* [Task to carry out]
Write out the listing below character for character, though without its pictures.

★ ★ ★ ★

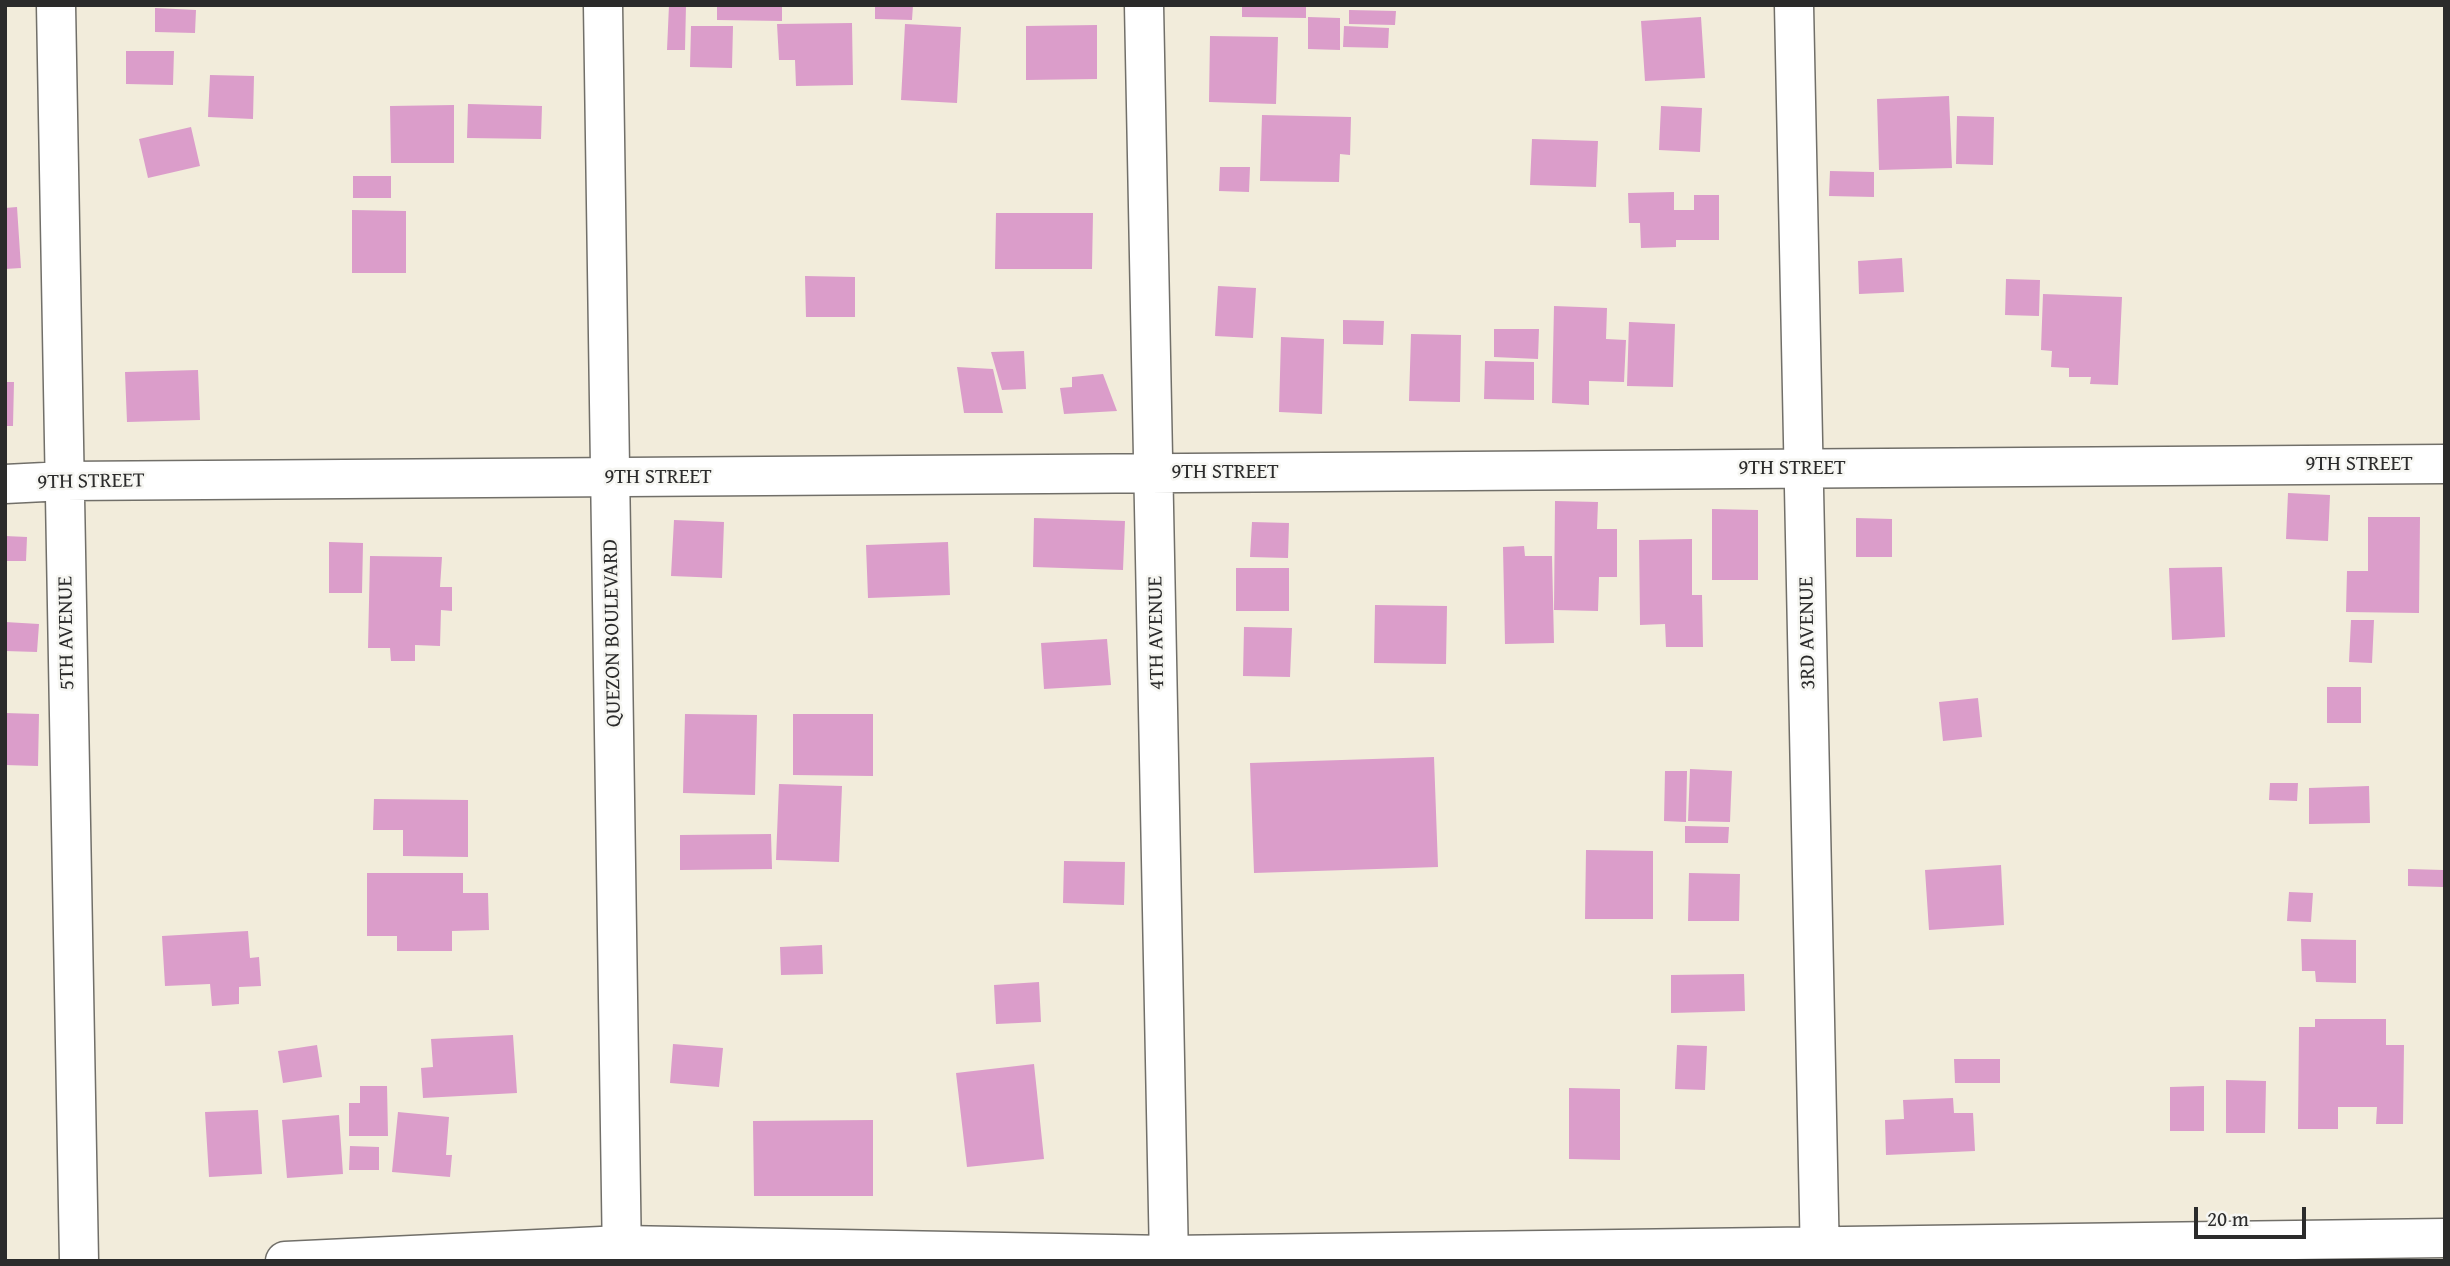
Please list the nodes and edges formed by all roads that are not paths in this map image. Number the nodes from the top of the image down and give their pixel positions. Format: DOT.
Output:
graph roads {
  1 [pos="56,5"];
  2 [pos="603,5"];
  3 [pos="1144,5"];
  4 [pos="1794,5"];
  5 [pos="2445,464"];
  6 [pos="1804,468"];
  7 [pos="1154,474"];
  8 [pos="611,478"];
  9 [pos="65,481"];
  10 [pos="5,484"];
  11 [pos="2445,1238"];
  12 [pos="622,1253"];
  13 [pos="1820,1253"];
  14 [pos="1169,1258"];
  15 [pos="79,1261"];
  16 [pos="285,1261"];
  1 -- 9 [label="main road, 5TH AVENUE"];
  2 -- 8 [label="main road, QUEZON BOULEVARD"];
  3 -- 7 [label="main road, 4TH AVENUE"];
  4 -- 6 [label="main road, 3RD AVENUE"];
  5 -- 6 [label="main road, 9TH STREET"];
  6 -- 7 [label="main road, 9TH STREET"];
  6 -- 13 [label="main road, 3RD AVENUE"];
  7 -- 8 [label="main road, 9TH STREET"];
  7 -- 14 [label="main road, 4TH AVENUE"];
  8 -- 9 [label="main road, 9TH STREET"];
  8 -- 12 [label="main road, QUEZON BOULEVARD"];
  9 -- 10 [label="main road, 9TH STREET"];
  9 -- 15 [label="main road, 5TH AVENUE"];
  11 -- 13 [label="main road"];
  12 -- 14 [label="main road"];
  12 -- 16 [label="main road"];
  13 -- 14 [label="main road"];
}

★ ★ ★ ★

* [Reply to the exercise]
Please list the nodes and edges formed by all roads that are not paths in this map image. Number the nodes from the top of the image down and give their pixel positions. Format: DOT.
Output:
graph roads {
  1 [pos="56,5"];
  2 [pos="603,5"];
  3 [pos="1144,5"];
  4 [pos="1794,5"];
  5 [pos="2445,464"];
  6 [pos="1804,468"];
  7 [pos="1154,474"];
  8 [pos="611,478"];
  9 [pos="65,481"];
  10 [pos="5,484"];
  11 [pos="2445,1238"];
  12 [pos="622,1253"];
  13 [pos="1820,1253"];
  14 [pos="1169,1258"];
  15 [pos="79,1261"];
  16 [pos="285,1261"];
  1 -- 9 [label="main road, 5TH AVENUE"];
  2 -- 8 [label="main road, QUEZON BOULEVARD"];
  3 -- 7 [label="main road, 4TH AVENUE"];
  4 -- 6 [label="main road, 3RD AVENUE"];
  5 -- 6 [label="main road, 9TH STREET"];
  6 -- 7 [label="main road, 9TH STREET"];
  6 -- 13 [label="main road, 3RD AVENUE"];
  7 -- 8 [label="main road, 9TH STREET"];
  7 -- 14 [label="main road, 4TH AVENUE"];
  8 -- 9 [label="main road, 9TH STREET"];
  8 -- 12 [label="main road, QUEZON BOULEVARD"];
  9 -- 10 [label="main road, 9TH STREET"];
  9 -- 15 [label="main road, 5TH AVENUE"];
  11 -- 13 [label="main road"];
  12 -- 14 [label="main road"];
  12 -- 16 [label="main road"];
  13 -- 14 [label="main road"];
}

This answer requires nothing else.